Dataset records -
BEGIN

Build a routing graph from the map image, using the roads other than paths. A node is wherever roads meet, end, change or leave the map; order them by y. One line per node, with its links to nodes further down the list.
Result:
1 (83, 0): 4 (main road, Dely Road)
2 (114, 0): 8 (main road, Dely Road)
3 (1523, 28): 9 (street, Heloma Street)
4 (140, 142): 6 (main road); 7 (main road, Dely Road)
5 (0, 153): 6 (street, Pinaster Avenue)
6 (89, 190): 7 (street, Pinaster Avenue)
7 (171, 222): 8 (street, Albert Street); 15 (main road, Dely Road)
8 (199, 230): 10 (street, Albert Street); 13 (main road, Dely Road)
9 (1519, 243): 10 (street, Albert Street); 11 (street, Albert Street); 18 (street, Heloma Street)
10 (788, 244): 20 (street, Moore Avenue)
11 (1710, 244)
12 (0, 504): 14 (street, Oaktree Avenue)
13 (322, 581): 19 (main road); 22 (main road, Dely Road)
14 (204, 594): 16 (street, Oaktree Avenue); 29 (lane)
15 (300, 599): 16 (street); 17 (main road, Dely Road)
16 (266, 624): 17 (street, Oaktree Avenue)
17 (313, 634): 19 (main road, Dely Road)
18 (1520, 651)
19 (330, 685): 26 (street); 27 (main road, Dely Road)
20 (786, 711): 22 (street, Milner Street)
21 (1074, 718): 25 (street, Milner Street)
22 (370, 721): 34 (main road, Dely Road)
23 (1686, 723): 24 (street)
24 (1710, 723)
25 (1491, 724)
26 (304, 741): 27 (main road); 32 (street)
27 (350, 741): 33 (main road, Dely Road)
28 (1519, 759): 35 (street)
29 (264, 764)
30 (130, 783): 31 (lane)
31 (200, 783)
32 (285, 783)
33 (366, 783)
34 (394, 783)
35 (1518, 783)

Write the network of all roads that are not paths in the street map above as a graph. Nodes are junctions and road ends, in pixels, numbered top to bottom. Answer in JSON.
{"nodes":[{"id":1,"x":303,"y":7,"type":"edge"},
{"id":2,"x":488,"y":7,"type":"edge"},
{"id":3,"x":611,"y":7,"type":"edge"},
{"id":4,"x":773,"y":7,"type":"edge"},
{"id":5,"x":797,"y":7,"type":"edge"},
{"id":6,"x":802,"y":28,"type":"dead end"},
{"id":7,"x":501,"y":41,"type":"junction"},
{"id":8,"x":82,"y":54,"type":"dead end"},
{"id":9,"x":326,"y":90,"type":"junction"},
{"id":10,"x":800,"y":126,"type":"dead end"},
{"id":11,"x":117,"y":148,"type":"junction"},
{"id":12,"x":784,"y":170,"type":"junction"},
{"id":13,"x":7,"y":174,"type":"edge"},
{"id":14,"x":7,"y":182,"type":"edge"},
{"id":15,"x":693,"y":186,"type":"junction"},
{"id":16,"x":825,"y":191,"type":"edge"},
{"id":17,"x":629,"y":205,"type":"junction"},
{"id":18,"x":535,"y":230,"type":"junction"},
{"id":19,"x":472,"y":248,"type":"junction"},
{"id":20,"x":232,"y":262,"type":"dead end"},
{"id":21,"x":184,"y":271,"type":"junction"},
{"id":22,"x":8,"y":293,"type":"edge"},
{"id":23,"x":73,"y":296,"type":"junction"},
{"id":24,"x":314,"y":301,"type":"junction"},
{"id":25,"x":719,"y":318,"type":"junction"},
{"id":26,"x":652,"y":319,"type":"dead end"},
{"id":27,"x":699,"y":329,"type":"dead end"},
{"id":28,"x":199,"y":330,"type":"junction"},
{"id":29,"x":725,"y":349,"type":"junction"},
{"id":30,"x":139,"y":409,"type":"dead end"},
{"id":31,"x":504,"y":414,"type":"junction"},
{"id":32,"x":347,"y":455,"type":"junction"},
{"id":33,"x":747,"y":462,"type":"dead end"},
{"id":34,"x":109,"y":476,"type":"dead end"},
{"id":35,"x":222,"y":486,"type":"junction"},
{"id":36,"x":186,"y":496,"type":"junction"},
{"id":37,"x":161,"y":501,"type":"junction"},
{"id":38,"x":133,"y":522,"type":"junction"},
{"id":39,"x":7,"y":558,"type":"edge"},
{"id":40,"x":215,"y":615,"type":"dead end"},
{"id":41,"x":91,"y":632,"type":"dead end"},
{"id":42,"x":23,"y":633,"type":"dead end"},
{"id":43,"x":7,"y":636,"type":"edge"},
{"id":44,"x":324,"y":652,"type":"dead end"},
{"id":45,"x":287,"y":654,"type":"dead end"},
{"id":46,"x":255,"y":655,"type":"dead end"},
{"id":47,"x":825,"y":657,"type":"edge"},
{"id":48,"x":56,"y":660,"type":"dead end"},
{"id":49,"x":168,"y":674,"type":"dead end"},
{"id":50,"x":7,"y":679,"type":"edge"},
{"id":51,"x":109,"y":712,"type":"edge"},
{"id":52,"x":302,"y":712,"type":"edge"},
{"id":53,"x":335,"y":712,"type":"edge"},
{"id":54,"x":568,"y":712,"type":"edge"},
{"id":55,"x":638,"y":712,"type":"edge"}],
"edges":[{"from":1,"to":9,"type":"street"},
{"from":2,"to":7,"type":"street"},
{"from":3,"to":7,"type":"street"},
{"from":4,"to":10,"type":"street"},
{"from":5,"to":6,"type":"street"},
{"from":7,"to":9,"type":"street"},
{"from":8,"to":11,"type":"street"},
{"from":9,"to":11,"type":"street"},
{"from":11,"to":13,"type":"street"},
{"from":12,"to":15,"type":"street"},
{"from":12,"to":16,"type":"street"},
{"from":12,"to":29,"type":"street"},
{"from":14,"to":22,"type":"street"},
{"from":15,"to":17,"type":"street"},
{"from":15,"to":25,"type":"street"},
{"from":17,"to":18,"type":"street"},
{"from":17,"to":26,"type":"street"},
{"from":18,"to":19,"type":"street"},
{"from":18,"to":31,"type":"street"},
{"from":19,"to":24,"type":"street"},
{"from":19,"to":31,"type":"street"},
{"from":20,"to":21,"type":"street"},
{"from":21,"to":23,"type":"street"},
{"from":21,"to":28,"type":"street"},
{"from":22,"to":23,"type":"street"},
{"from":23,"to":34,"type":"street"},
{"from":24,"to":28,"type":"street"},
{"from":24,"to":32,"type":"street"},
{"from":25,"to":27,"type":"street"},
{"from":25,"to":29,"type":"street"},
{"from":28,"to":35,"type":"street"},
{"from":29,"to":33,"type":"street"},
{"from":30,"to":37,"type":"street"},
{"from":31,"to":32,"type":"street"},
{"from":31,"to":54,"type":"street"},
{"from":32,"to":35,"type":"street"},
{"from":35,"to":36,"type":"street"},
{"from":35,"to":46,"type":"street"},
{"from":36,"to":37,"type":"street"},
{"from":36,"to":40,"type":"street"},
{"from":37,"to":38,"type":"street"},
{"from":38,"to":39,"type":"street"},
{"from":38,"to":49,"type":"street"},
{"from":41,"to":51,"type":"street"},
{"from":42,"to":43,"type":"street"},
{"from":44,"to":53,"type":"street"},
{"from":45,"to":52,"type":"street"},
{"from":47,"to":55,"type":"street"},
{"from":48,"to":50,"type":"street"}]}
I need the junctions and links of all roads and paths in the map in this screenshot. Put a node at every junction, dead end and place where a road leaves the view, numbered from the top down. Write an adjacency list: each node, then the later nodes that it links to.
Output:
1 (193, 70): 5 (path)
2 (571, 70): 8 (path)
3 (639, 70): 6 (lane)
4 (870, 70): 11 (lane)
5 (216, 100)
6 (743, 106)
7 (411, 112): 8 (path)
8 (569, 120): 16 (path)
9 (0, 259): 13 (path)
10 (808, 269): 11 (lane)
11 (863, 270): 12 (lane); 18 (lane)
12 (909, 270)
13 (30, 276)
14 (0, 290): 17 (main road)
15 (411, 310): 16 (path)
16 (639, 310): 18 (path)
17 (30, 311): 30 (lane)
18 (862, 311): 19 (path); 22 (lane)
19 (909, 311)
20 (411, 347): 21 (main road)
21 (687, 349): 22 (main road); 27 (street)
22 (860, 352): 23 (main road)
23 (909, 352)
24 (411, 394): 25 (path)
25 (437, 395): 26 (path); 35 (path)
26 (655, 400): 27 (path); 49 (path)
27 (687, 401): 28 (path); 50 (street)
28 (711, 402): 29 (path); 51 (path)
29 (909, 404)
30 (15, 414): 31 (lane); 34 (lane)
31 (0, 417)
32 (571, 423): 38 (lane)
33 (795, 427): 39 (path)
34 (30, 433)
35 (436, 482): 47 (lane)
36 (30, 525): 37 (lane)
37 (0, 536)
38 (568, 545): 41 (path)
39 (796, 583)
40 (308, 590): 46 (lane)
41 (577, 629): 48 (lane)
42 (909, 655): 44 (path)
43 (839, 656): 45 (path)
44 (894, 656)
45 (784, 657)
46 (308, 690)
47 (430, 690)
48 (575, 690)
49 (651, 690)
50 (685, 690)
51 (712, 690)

END

TASK REQUIREMENTS - Search the data above for "Pinaster" and copy every line where it turns up.

ANSWER TO THIS EXERCISE -
5 (0, 153): 6 (street, Pinaster Avenue)
6 (89, 190): 7 (street, Pinaster Avenue)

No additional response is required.